In the Day of the Owl -- a short, quick read that provides an excellent snapshot of a Sicilian village in the mid-20th century -- Sciascia transplants to unruly Sicily a northern Italian police inspector who has too much integrity to look the other way when a man is shot dead at dawn in a Siclian piazza. Witnesses quickly disavow that they saw anything at all, but rumors begin to circulate. Our hero, Captain Bellodi, is determined to see the assassin punished. But the closer he gets to the truth, the higher the intervention from "His Excellency" and other well-placed members of society.
Sciascia's genius in the Day of the Owl is his subtle description of how the "so-called" mafia manages to keep its operations quiet, ranging from eliminating those who may speak up to using faulty logic to allow for plausible deniability. Can you honestly believe, one mafiosi asks the captain, that an organization so vast, so organized and so powerful can actually exist?
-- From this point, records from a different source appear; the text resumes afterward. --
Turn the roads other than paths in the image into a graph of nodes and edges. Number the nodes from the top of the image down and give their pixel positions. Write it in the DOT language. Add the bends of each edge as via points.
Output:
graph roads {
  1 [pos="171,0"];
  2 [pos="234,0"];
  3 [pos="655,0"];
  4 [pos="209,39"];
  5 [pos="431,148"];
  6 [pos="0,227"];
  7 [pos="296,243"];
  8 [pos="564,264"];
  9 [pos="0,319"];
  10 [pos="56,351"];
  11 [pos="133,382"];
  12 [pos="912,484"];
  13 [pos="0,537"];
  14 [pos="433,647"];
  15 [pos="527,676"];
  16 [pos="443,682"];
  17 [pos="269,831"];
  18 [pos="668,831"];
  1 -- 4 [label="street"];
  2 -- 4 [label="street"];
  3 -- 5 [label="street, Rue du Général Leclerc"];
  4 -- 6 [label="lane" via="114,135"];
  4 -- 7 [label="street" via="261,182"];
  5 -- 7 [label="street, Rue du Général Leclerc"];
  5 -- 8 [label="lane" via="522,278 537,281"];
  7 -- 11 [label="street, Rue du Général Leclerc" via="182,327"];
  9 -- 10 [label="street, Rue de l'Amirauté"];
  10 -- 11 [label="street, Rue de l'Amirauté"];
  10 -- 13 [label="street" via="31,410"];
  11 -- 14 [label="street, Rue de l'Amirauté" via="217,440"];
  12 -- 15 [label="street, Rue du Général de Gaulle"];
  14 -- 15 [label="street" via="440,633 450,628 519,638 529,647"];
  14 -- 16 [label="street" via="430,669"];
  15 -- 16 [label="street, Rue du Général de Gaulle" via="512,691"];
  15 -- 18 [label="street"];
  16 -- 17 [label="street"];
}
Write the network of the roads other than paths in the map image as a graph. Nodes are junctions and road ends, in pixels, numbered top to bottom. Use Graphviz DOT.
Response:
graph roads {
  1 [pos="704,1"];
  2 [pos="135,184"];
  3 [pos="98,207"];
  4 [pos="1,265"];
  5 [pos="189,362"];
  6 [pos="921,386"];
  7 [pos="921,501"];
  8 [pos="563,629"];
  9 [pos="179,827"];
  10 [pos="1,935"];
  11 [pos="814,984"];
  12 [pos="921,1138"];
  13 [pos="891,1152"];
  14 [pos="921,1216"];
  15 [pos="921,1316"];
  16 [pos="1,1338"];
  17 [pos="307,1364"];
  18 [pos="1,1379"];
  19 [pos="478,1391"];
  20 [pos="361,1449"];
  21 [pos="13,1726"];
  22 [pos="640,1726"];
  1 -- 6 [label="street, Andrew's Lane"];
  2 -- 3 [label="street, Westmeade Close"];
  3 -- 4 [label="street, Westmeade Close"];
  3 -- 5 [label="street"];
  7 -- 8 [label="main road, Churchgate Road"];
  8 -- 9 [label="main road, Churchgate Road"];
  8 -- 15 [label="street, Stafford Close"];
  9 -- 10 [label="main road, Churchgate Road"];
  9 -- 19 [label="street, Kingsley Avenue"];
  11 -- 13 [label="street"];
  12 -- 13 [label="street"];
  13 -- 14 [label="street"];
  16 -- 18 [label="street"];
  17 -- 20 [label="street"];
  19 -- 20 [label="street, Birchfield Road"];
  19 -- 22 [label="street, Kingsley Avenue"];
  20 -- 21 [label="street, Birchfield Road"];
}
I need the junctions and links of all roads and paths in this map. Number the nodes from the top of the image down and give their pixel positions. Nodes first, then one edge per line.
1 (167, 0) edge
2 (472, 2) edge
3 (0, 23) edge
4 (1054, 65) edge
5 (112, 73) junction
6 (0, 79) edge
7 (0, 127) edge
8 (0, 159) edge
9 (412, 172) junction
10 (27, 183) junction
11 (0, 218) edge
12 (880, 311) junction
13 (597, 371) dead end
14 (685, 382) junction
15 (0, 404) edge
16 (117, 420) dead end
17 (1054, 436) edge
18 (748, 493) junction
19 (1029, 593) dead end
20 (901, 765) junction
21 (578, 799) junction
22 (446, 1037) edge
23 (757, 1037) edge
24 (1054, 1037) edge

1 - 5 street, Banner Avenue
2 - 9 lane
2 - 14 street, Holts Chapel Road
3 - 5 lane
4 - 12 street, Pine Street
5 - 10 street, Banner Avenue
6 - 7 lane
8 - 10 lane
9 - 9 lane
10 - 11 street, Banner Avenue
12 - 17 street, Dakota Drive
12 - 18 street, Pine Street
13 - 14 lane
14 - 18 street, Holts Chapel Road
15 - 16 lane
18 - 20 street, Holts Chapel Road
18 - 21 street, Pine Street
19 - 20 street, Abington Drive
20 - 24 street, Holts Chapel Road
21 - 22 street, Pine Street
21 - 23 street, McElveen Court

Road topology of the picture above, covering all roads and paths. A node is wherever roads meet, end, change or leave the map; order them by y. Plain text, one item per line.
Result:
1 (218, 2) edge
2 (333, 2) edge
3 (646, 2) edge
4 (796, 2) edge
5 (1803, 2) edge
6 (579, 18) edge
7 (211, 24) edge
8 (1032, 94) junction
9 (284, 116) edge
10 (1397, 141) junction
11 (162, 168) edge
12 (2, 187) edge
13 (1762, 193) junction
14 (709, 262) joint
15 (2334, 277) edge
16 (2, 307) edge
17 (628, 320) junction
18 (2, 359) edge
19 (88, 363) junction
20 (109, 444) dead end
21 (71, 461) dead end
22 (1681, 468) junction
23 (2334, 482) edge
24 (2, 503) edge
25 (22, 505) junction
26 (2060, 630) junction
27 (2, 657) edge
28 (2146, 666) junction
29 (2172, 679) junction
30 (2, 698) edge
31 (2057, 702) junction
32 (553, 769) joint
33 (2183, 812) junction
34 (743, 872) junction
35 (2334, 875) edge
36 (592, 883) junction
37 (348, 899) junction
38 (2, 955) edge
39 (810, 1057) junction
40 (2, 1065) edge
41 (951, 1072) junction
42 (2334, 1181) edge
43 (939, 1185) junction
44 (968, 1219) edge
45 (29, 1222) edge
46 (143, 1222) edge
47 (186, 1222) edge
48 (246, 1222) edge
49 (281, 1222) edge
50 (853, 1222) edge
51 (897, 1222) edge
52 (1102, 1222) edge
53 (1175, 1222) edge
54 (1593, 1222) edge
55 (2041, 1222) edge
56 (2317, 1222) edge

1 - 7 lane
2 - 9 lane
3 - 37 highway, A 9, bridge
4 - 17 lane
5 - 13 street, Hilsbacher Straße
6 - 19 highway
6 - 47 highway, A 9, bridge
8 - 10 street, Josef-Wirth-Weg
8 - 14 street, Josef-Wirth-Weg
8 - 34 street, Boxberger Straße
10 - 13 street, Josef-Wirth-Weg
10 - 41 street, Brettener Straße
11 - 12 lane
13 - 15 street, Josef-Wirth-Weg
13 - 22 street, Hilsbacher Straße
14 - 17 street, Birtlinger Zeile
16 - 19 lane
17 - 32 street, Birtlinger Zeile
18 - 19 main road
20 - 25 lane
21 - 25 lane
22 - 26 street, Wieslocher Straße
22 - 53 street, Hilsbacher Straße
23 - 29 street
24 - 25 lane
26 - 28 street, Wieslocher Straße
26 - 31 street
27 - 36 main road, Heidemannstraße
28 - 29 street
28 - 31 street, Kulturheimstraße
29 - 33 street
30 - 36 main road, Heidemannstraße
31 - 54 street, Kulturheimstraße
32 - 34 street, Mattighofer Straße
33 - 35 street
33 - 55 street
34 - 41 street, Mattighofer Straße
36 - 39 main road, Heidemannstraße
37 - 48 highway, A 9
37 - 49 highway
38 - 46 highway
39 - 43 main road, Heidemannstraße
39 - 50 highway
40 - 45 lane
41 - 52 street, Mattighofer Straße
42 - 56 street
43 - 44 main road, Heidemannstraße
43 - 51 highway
Would the police not be able to discover and dismantle such an organization? Would there not be public testimony in court cases? The mafia is clearly just a rumor.
Sciascia's characters are strong, particularly fish-out-of-water Bellodi. On leave in his native Parma, Bellodi considers abandoning what he fears is a futile assignment in Sicily. He quickly decides to return, recognizing that Sicily has won him over, just as the Day of the Owl will win over the reader.